Published 04/23/2014, 01:50 PM
Updated 07/09/2023, 06:32 AM

Gold remains defensive amid expectations that the Fed will continue with its taper campaign next week and what seems to be a complete dismissal of the rising geopolitical tensions in Ukraine. Currency markets have been pretty well contained recently, providing little in the way of fresh directional clues for the yellow metal.

Jon Hilsenrath of The Wall Street Journal expects that the FOMC will hold steady on policy after their two-day meeting next week, scaling back asset purchases to $45 bln per month. As for an eventual rate hike, Hilsenrath believes the Fed will remain purposefully vague.

Of growing concern for the Fed has to be the housing market. New home sales plunged 14.5% in March to 384k, missing expectations of 450k homes by a wide margin.

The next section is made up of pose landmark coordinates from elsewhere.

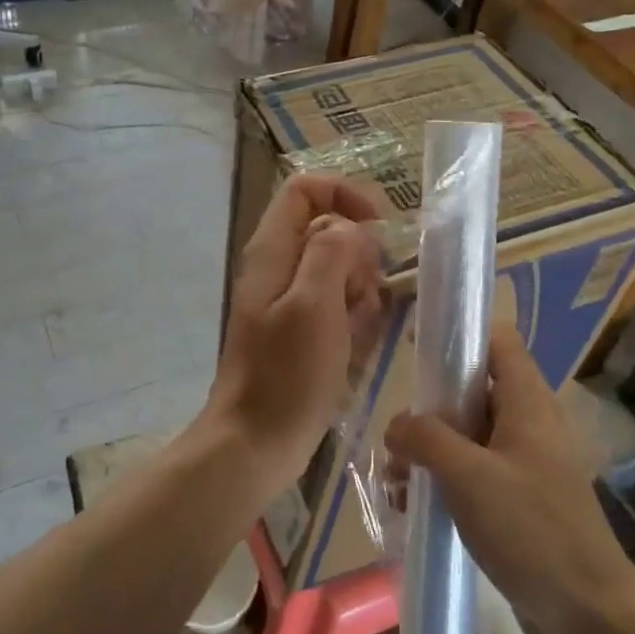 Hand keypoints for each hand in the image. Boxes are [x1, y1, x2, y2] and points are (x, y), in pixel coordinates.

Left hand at [207, 174, 386, 490]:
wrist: (255, 444)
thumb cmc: (285, 375)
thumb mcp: (313, 305)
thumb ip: (332, 253)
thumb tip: (351, 229)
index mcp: (272, 251)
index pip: (305, 189)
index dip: (344, 195)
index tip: (378, 227)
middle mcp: (279, 267)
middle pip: (330, 232)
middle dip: (358, 261)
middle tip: (359, 301)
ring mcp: (290, 300)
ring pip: (341, 273)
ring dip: (360, 299)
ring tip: (353, 337)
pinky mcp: (302, 331)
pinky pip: (339, 309)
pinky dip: (353, 325)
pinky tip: (351, 354)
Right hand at [384, 324, 634, 633]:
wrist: (589, 614)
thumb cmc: (531, 529)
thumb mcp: (468, 475)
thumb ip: (425, 438)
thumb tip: (396, 424)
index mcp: (527, 402)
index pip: (496, 340)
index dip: (458, 333)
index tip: (416, 346)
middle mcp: (529, 423)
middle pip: (473, 389)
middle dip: (431, 407)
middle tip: (396, 432)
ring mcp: (526, 463)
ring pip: (469, 435)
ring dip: (431, 450)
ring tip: (396, 479)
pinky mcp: (520, 500)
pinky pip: (475, 473)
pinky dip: (445, 480)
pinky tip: (413, 507)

Analysts continue to blame the weather, but the Northeast — one of the hardest-hit regions as far as weather goes — actually saw new home sales rise by 12.5%. The more likely culprits are sluggish jobs growth, declining affordability, and rising mortgage rates.

Existing home sales in March, reported yesterday, fell for a third consecutive month. It was the seventh monthly decline out of the last eight and the lowest print since July of 2012.

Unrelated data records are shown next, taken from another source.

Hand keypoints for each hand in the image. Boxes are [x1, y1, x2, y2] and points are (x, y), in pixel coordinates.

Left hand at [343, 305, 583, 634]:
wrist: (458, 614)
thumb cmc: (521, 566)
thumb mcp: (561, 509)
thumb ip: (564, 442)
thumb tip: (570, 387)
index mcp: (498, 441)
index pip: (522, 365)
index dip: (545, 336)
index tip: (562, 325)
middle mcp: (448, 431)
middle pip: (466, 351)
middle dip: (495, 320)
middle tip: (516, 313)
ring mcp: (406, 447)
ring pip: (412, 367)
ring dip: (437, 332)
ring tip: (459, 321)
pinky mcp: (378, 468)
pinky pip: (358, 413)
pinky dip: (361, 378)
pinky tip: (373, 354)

In gradually tightening policy via the taper, the Fed risks completely derailing the already tepid housing recovery. If home values rotate lower once again, it could threaten to derail the broader economic recovery as well.

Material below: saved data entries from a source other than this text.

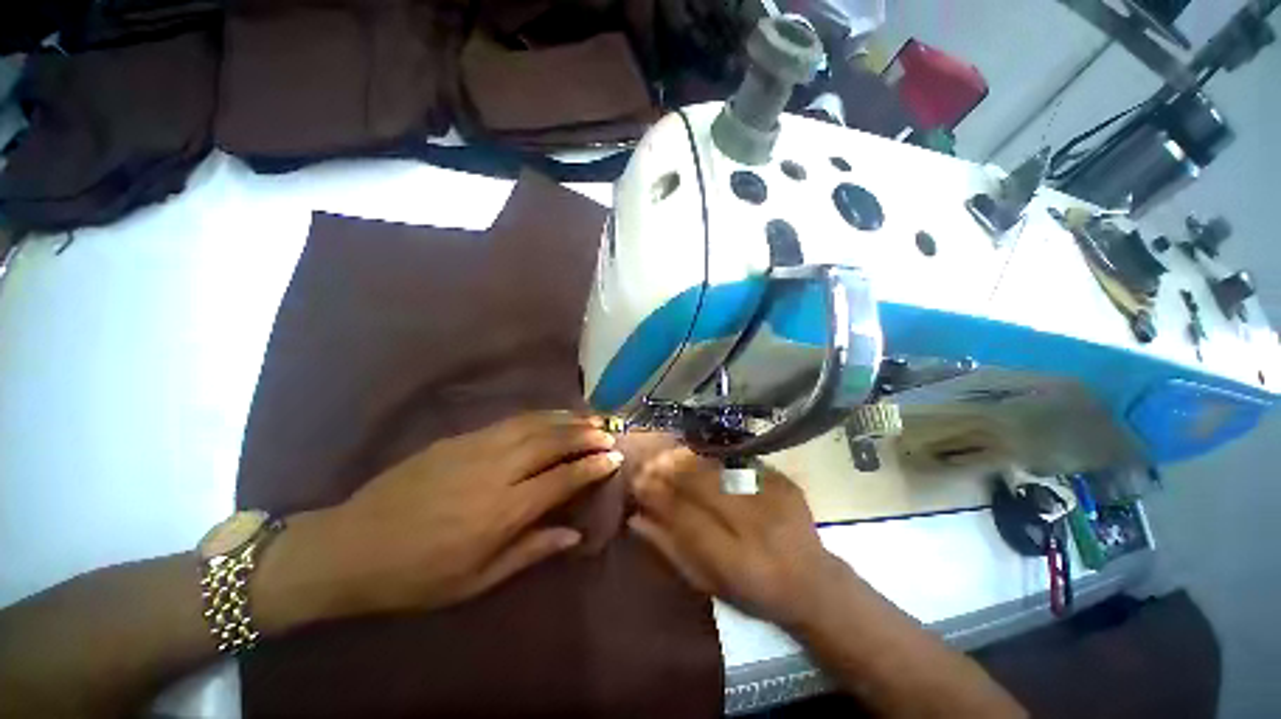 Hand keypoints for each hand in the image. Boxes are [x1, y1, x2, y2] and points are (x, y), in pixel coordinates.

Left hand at [259, 412, 620, 627]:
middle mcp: (496, 472)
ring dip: (567, 420)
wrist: (350, 546)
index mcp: (502, 512)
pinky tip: (552, 416)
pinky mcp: (460, 438)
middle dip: (586, 435)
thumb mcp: (476, 582)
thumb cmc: (416, 576)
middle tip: (608, 431)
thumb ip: (530, 552)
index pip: (562, 480)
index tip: (614, 458)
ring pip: (534, 425)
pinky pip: (511, 421)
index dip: (592, 467)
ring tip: (590, 418)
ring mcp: (476, 449)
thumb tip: (574, 534)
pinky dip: (539, 416)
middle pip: (552, 443)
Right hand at [627, 448, 845, 629]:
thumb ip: (671, 550)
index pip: (687, 521)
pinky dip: (714, 457)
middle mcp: (759, 528)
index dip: (659, 498)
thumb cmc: (755, 591)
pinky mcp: (785, 482)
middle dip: (672, 471)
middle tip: (649, 461)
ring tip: (667, 454)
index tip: (637, 481)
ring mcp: (775, 500)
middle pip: (705, 487)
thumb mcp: (709, 584)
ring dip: (689, 460)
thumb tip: (636, 518)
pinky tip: (698, 453)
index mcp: (738, 563)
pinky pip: (740, 463)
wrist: (814, 582)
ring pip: (720, 471)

In an article yesterday, The Wall Street Journal called the recovery “one of the most lackluster in modern times.” Said “recovery” is also now approaching the mean duration of post-WWII recoveries. We risk falling into the next recession, before the country has fully recovered from the last one.

If that were to happen, arguably all bets would be off with the Fed. They would likely flood the market with dollars yet again, and ramp the QE back up in an effort to underpin asset prices and the economy.

And speaking of cycles: It would seem that the corrective pullback in the gold market is very long in the tooth as well.

The World Gold Council studied the twelve gold price pullbacks of 20% or more, going back to 1970. The average length of those corrections was 18 months. The most recent correction lasted 28-months, assuming that it ended in December 2013. The average rebound after these corrective periods has been 69%.

I encourage you to read our latest Review & Outlook entitled Pullbacks-retracements study points to solid gold buying opportunity to get our own Michael Kosares’ take on the topic, which is summed up in this quote:

“If we apply the 69% average retracement figure to the $1185 bottom that came in December, 2013, it would put the gold price back at the $2000 per ounce level sometime over the next two years.”